What is being asked
When you write out the records, keep every word exact and drop the pictures.

(Stored data entries)

- - - - -

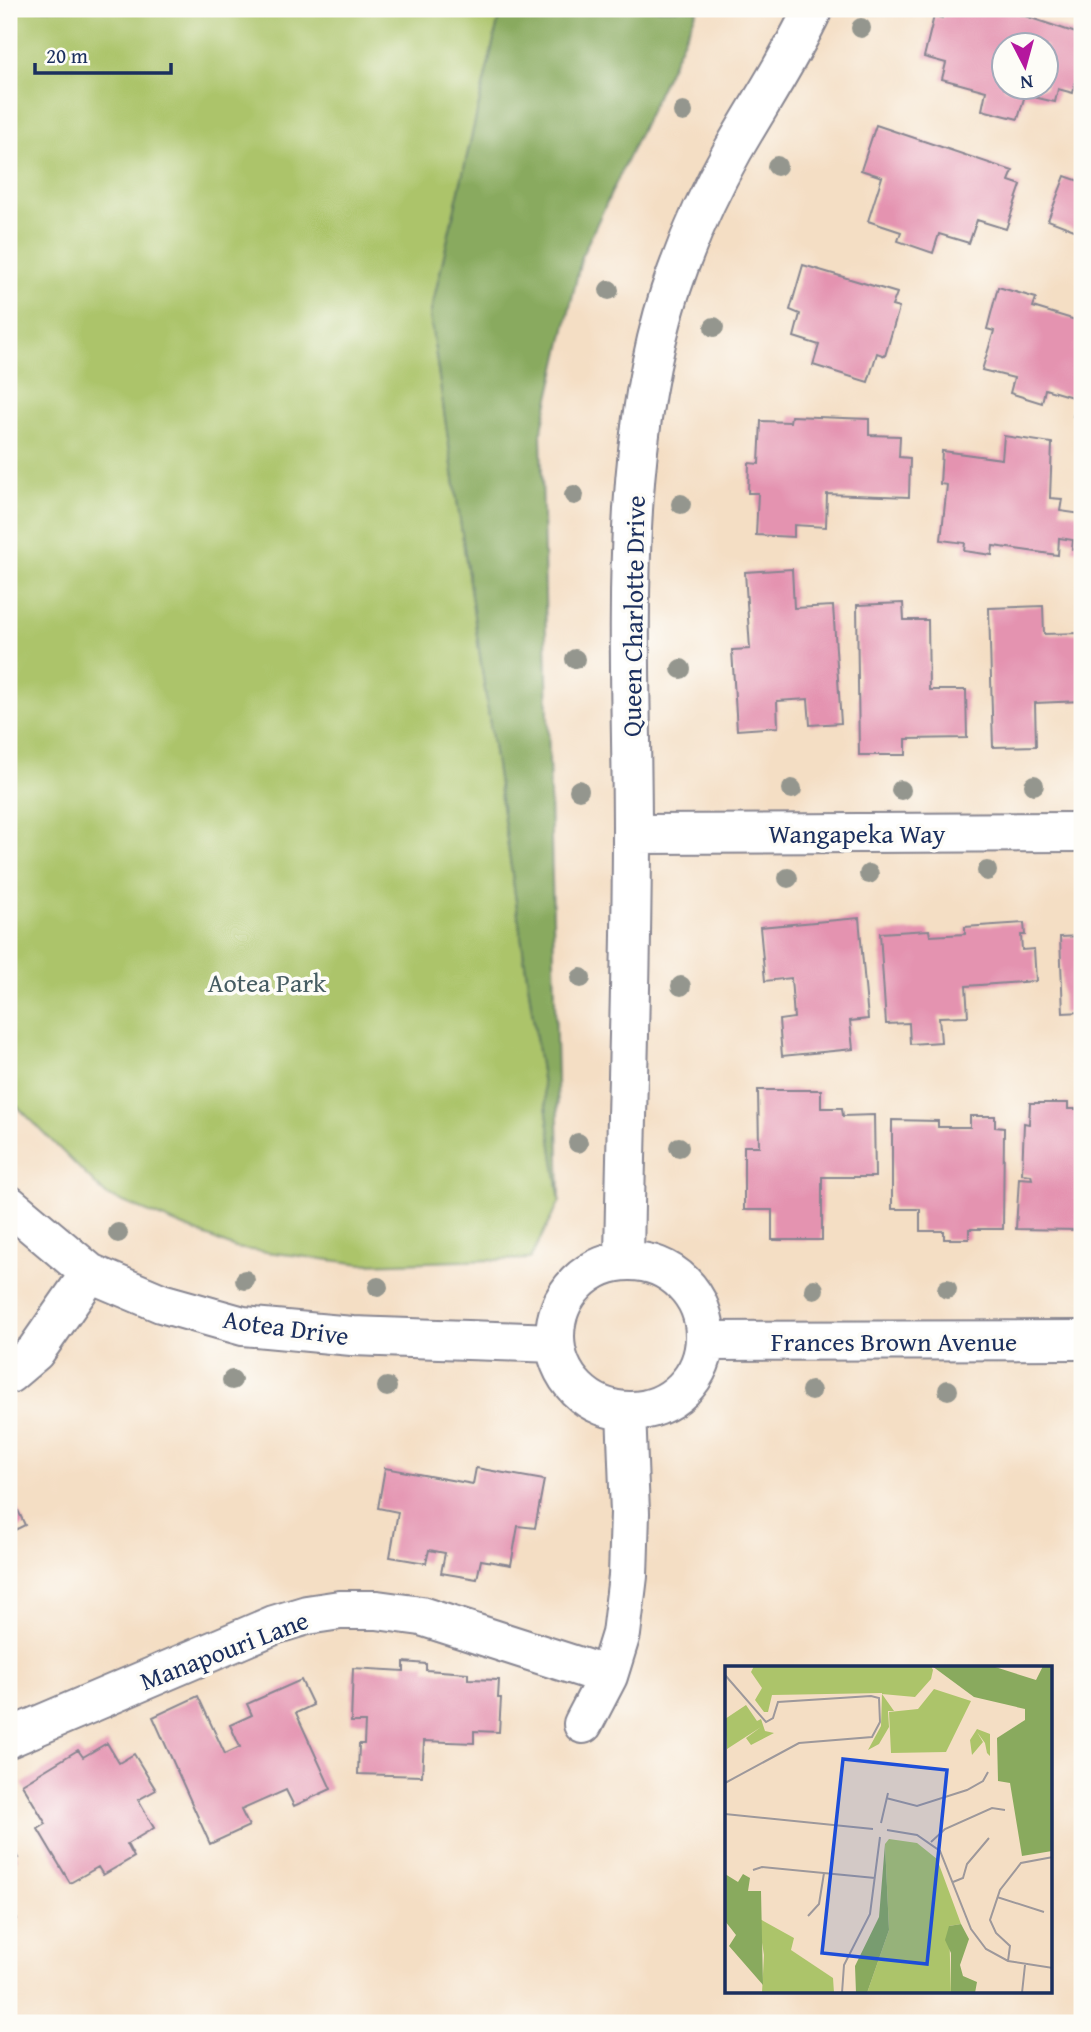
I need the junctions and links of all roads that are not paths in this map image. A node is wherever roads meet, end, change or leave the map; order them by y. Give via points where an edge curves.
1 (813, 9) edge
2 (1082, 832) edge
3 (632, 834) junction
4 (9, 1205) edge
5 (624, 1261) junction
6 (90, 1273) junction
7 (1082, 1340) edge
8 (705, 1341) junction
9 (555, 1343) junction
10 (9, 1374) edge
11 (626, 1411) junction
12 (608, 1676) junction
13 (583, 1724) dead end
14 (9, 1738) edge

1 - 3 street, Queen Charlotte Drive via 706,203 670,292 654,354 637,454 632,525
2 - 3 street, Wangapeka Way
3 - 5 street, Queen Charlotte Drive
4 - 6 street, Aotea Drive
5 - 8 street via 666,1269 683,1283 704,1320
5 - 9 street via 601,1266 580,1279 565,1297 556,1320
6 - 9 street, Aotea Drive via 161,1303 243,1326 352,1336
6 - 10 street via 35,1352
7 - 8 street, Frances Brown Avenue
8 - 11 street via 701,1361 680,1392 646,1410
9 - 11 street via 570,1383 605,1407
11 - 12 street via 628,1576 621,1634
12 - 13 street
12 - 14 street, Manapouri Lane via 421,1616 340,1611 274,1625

- - - - -

Result for this exercise
I need the junctions and links of all roads that are not paths in this map image. A node is wherever roads meet, end, change or leave the map; order them by y. Give via points where an edge curves.
1 (813, 9) edge
2 (1082, 832) edge
3 (632, 834) junction
4 (9, 1205) edge
5 (624, 1261) junction
6 (90, 1273) junction
7 (1082, 1340) edge
8 (705, 1341) junction
9 (555, 1343) junction
10 (9, 1374) edge
11 (626, 1411) junction
12 (608, 1676) junction
13 (583, 1724) dead end
14 (9, 1738) edge

1 - 3 street, Queen Charlotte Drive via 706,203 670,292 654,354 637,454 632,525
2 - 3 street, Wangapeka Way
3 - 5 street, Queen Charlotte Drive
4 - 6 street, Aotea Drive
5 - 8 street via 666,1269 683,1283 704,1320
5 - 9 street via 601,1266 580,1279 565,1297 556,1320
6 - 9 street, Aotea Drive via 161,1303 243,1326 352,1336
6 - 10 street via 35,1352
7 - 8 street, Frances Brown Avenue
8 - 11 street via 701,1361 680,1392 646,1410
9 - 11 street via 570,1383 605,1407
11 - 12 street via 628,1576 621,1634
12 - 13 street
12 - 14 street, Manapouri Lane via 421,1616 340,1611 274,1625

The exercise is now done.